Without the images, repeat every line of the listing exactly.

# Provided data

::::

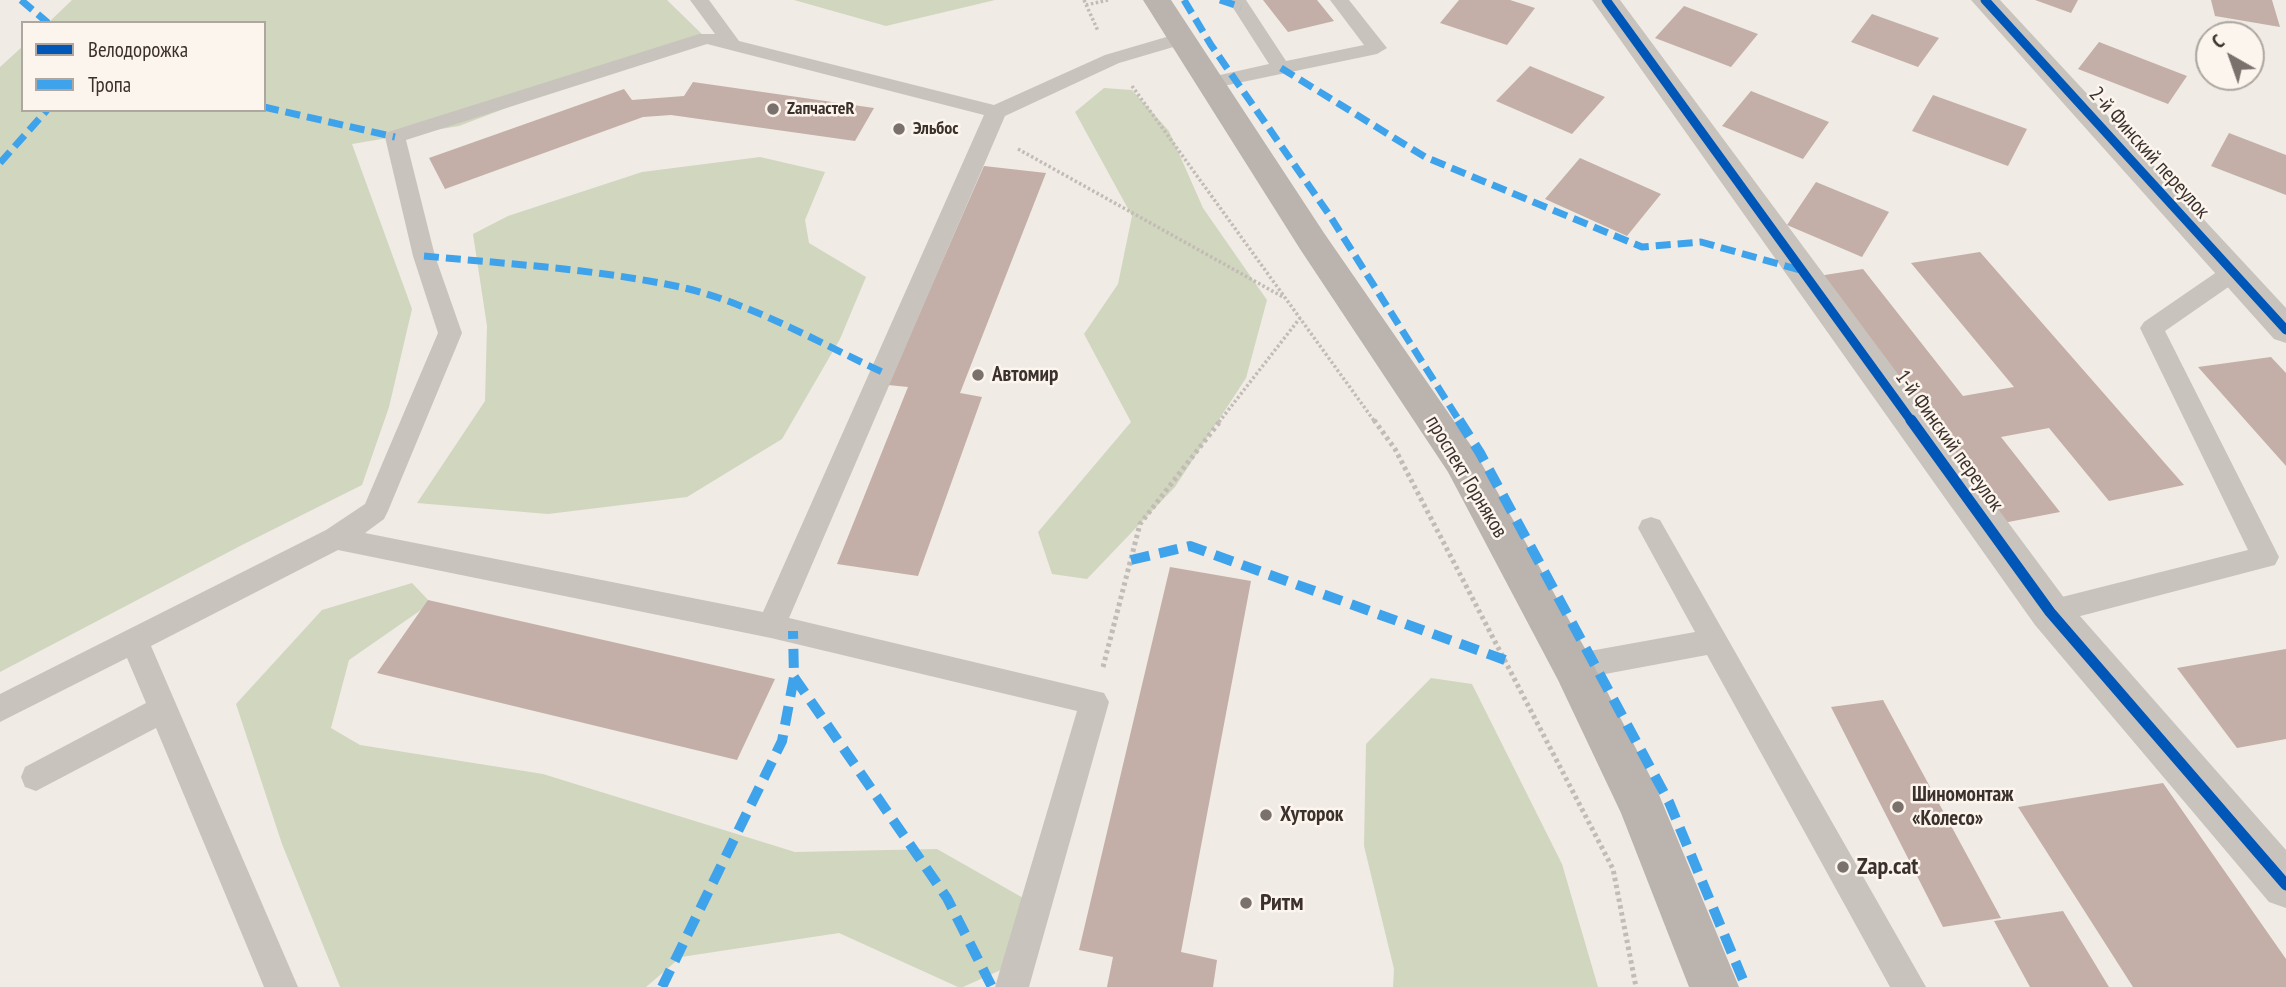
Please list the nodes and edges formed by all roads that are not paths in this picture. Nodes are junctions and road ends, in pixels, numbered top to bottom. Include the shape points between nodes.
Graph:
1 (699, 0) edge
2 (1157, 0) edge
3 (1237, 0) edge
4 (1339, 0) edge
5 (1606, 0) edge
6 (1985, 0) edge
7 (1180, 39) junction
8 (732, 44) junction
9 (1281, 68) junction
10 (1209, 83) junction
11 (991, 122) junction
12 (2232, 273) junction
13 (2286, 330) edge
14 (1651, 528) dead end
15 (336, 538) junction
16 (2050, 612) junction
17 (771, 626) junction
18 (134, 640) junction
19 (1715, 641) junction
20 (1573, 667) junction
21 (0, 709) edge
22 (163, 709) junction
23 (36, 777) dead end
24 (2286, 886) edge
25 (281, 987) edge
26 (1012, 987) edge
27 (1714, 987) edge
28 (1909, 987) edge

1 - 8 lane
2 - 7 main road, проспект Горняков
3 - 9 lane
4 - 9 lane via 1377,48
5 - 16 street, 1-й Финский переулок
6 - 12 street, 2-й Финский переулок
7 - 10 main road, проспект Горняков
7 - 11 lane via 1112,59
8 - 11 lane
8 - 15 lane via 706,38 395,137 424,256 450,333 375,511
9 - 10 lane
10 - 20 main road, проспект Горняков via 1461,461
11 - 17 lane
12 - 13 street, 2-й Финский переулок
12 - 16 lane via 2152,328 2265,557
14 - 19 lane
15 - 17 lane
15 - 18 lane
16 - 24 street, 1-й Финский переулок
17 - 26 lane via 1094,702
18 - 21 lane
18 - 22 lane
19 - 20 lane
19 - 28 lane
20 - 27 main road, проспект Горняков via 1641,805
22 - 23 lane
22 - 25 lane

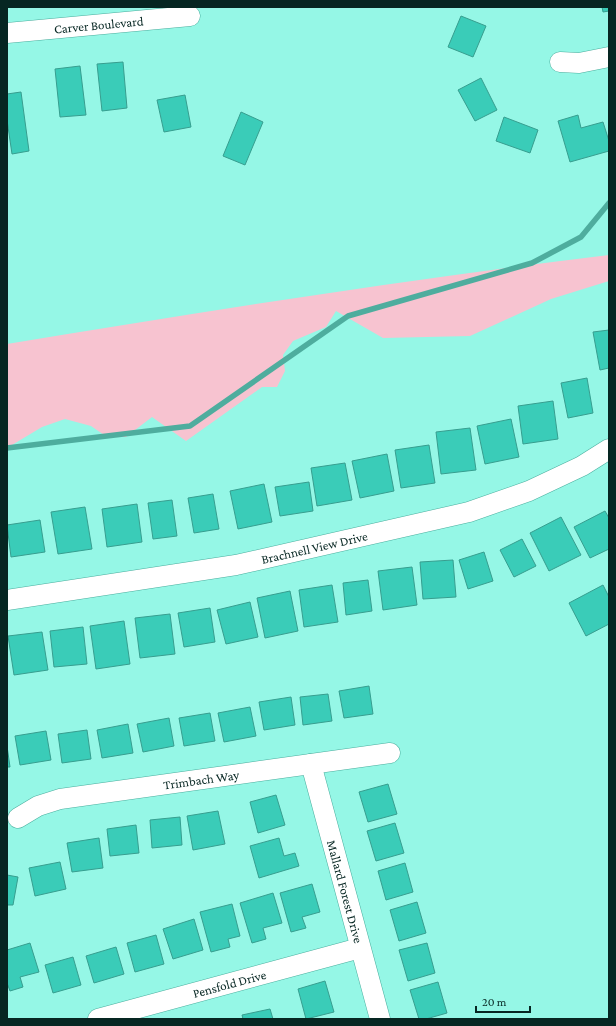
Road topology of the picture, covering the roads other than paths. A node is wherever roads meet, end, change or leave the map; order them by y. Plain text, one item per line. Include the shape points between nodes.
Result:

::::

# Response to the exercise
Please list the nodes and edges formed by all roads that are not paths in this picture. Nodes are junctions and road ends, in pixels, numbered top to bottom. Include the shape points between nodes.
Graph:
1 (699, 0) edge
2 (1157, 0) edge
3 (1237, 0) edge
4 (1339, 0) edge
5 (1606, 0) edge
6 (1985, 0) edge
7 (1180, 39) junction
8 (732, 44) junction
9 (1281, 68) junction
10 (1209, 83) junction
11 (991, 122) junction
12 (2232, 273) junction
13 (2286, 330) edge
14 (1651, 528) dead end
15 (336, 538) junction
16 (2050, 612) junction
17 (771, 626) junction
18 (134, 640) junction
19 (1715, 641) junction
20 (1573, 667) junction
21 (0, 709) edge
22 (163, 709) junction
23 (36, 777) dead end
24 (2286, 886) edge
25 (281, 987) edge
26 (1012, 987) edge
27 (1714, 987) edge
28 (1909, 987) edge

1 - 8 lane
2 - 7 main road, проспект Горняков
3 - 9 lane
4 - 9 lane via 1377,48
5 - 16 street, 1-й Финский переулок
6 - 12 street, 2-й Финский переулок
7 - 10 main road, проспект Горняков
7 - 11 lane via 1112,59
8 - 11 lane
8 - 15 lane via 706,38 395,137 424,256 450,333 375,511
9 - 10 lane
10 - 20 main road, проспект Горняков via 1461,461
11 - 17 lane
12 - 13 street, 2-й Финский переулок
12 - 16 lane via 2152,328 2265,557
14 - 19 lane
15 - 17 lane
15 - 18 lane
16 - 24 street, 1-й Финский переулок
17 - 26 lane via 1094,702
18 - 21 lane
18 - 22 lane
19 - 20 lane
19 - 28 lane
20 - 27 main road, проспект Горняков via 1641,805
22 - 23 lane
22 - 25 lane

Road topology of the picture, covering the roads other than paths. A node is wherever roads meet, end, change or leave the map; order them by y. Plain text, one item per line. Include the shape points between nodes.
Result:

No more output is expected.